(Activity): Go through the data below and return each line where the string "between" occurs.
##### Source records
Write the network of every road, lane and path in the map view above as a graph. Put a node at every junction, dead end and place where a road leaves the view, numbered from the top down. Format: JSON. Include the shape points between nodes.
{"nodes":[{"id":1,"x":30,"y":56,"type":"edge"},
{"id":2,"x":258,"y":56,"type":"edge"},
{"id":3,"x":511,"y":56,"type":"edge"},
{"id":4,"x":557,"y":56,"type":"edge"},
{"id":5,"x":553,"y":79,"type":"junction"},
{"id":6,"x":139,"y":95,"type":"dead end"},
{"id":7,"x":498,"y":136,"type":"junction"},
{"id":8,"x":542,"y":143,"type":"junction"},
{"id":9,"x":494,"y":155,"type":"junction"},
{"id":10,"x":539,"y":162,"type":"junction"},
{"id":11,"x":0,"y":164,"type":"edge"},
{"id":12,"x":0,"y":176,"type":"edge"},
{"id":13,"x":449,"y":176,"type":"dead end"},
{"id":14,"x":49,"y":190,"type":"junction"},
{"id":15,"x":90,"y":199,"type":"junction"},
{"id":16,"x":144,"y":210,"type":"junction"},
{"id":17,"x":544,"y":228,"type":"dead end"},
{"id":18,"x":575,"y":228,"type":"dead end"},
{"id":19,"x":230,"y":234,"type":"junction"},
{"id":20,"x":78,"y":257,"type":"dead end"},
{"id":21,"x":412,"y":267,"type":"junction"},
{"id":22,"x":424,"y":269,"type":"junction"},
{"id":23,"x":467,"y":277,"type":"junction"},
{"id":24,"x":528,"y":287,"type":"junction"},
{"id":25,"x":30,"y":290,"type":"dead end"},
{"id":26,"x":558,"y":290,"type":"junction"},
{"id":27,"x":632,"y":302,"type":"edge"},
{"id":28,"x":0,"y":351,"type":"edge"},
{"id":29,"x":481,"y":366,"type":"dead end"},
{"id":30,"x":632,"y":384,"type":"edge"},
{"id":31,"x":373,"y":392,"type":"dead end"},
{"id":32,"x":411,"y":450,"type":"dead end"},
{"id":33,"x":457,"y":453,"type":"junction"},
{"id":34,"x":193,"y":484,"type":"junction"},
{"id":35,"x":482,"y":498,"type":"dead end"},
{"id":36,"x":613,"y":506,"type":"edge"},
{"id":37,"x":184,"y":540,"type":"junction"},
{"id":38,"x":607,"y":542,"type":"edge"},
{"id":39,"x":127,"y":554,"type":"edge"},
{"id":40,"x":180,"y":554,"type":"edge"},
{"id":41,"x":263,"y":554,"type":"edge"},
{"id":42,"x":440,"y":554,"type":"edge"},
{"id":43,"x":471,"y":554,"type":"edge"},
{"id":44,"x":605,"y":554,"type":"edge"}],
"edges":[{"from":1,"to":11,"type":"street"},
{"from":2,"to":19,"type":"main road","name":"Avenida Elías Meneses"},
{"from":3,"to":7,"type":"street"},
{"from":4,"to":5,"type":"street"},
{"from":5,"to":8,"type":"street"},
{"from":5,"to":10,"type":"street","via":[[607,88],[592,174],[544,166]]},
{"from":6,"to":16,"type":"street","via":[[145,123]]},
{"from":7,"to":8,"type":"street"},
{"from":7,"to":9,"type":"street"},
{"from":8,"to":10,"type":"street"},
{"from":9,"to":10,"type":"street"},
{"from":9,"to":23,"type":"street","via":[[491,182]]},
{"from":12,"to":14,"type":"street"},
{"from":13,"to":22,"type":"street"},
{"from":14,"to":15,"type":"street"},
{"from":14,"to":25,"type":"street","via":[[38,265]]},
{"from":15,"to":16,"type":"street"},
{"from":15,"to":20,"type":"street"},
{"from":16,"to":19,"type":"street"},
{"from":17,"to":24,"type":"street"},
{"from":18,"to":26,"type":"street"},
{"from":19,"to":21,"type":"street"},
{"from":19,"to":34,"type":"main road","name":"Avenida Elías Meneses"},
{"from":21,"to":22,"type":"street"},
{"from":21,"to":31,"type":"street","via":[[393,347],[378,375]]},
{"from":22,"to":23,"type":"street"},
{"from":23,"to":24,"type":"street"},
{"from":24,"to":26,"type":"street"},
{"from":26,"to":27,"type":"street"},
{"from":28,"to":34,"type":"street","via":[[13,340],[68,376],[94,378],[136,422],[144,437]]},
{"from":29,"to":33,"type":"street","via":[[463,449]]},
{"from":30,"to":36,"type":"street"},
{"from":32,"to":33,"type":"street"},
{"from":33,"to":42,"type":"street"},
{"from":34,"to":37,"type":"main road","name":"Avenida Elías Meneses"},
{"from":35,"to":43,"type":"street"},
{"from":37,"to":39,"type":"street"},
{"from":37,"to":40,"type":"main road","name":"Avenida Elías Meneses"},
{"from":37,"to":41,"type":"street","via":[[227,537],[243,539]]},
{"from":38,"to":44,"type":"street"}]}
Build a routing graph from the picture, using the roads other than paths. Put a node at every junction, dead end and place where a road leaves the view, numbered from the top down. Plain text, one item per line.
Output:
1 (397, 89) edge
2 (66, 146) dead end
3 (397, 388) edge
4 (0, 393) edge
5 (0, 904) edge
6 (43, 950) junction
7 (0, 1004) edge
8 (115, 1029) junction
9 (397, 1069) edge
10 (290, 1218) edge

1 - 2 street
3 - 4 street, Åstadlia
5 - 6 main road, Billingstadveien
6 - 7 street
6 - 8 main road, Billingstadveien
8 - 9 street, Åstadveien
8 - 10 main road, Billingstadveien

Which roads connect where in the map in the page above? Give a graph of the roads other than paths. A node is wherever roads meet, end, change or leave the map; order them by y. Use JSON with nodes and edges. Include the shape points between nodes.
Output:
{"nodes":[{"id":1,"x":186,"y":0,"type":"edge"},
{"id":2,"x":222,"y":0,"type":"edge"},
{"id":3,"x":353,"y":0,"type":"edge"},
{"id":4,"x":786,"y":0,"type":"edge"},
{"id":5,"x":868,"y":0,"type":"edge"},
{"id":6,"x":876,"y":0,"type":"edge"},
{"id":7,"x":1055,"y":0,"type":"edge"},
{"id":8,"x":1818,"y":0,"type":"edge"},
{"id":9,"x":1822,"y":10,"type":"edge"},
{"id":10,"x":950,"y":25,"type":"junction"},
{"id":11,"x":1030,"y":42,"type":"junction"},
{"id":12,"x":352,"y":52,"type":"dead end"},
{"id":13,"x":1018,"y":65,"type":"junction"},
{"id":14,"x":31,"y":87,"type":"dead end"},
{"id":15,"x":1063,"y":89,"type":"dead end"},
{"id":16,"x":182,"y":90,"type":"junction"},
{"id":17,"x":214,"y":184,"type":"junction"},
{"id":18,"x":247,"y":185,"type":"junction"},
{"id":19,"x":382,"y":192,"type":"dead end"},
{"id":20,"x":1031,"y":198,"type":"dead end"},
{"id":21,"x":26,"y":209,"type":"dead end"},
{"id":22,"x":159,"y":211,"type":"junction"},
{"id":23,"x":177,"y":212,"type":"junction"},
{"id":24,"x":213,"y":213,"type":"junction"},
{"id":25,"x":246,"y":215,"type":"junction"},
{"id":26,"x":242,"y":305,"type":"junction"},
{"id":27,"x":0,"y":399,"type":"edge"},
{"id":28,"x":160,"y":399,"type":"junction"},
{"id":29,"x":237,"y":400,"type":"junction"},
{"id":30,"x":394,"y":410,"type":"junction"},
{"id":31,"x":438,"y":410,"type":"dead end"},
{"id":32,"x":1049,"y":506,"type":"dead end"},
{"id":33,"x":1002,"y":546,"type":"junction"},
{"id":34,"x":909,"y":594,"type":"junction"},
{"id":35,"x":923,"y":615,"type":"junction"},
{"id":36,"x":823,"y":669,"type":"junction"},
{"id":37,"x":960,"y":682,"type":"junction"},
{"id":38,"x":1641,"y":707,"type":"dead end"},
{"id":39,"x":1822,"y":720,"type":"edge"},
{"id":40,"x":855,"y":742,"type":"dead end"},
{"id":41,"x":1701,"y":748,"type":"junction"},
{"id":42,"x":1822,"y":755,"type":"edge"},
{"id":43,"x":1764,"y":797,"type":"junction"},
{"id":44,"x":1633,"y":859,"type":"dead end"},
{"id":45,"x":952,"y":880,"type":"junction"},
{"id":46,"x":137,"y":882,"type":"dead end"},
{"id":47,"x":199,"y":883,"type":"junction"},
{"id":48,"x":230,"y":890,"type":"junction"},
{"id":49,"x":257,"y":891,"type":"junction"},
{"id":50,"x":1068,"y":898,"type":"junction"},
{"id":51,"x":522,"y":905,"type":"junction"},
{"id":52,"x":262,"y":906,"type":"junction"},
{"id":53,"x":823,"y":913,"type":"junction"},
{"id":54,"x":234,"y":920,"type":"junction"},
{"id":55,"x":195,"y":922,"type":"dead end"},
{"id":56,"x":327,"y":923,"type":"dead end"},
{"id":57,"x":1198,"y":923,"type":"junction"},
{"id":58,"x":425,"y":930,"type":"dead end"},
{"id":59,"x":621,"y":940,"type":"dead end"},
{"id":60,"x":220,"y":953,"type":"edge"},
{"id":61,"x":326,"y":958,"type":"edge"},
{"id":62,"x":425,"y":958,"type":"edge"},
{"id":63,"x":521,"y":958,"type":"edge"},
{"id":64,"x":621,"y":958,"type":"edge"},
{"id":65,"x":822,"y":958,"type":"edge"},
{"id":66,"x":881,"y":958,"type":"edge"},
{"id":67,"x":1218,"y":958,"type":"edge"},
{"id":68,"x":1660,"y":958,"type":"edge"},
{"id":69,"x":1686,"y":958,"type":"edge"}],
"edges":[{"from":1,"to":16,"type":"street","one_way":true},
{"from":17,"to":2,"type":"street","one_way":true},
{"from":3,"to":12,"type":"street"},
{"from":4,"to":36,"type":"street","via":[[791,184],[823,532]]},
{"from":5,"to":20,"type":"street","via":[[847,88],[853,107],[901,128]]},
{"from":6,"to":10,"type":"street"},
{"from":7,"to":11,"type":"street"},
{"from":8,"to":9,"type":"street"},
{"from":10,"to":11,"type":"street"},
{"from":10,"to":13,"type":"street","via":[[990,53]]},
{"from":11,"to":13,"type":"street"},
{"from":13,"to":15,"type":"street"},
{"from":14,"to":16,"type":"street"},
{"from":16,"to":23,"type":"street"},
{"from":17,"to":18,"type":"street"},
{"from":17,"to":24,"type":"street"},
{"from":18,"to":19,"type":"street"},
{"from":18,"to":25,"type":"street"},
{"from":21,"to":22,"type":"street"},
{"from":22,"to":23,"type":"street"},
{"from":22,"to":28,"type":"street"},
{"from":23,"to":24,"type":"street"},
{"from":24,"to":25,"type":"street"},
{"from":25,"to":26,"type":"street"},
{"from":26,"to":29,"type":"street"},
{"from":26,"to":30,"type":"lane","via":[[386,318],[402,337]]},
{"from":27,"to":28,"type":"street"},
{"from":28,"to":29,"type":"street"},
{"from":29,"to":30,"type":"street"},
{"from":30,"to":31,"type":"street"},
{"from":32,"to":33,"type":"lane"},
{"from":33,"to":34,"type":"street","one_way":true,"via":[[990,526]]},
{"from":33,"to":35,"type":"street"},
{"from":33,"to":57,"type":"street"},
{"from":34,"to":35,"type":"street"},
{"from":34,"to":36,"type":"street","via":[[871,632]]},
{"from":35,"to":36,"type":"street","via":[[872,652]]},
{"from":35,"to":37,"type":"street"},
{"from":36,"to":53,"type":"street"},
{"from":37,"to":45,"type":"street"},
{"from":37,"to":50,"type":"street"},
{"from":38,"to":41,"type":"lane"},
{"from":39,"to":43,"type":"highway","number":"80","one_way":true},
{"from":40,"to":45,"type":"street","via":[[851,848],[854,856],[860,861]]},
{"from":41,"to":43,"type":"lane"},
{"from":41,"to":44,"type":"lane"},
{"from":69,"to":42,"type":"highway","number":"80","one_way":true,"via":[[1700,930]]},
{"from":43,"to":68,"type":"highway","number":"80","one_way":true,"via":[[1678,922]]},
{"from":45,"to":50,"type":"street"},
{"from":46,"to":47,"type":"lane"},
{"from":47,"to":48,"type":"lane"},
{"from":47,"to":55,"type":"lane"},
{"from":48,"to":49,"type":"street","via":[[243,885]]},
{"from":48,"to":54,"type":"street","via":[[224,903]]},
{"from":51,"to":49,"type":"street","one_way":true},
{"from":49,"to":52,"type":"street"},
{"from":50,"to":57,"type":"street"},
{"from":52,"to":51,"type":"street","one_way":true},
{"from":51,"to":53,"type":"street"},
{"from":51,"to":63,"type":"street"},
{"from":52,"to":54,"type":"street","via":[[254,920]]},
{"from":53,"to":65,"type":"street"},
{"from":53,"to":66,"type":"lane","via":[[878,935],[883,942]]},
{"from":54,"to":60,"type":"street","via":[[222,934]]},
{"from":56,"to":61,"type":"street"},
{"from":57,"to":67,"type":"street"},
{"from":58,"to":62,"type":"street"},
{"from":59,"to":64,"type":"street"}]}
##########
(Answer for this exercise):
Write the network of every road, lane and path in the map view above as a graph. Put a node at every junction, dead end and place where a road leaves the view, numbered from the top down. Format: JSON. Include the shape points between nodes.
Which roads connect where in the map in the page above? Give a graph of the roads other than paths. A node is wherever roads meet, end, change or leave the map; order them by y. Use JSON with nodes and edges. Include the shape points between nodes.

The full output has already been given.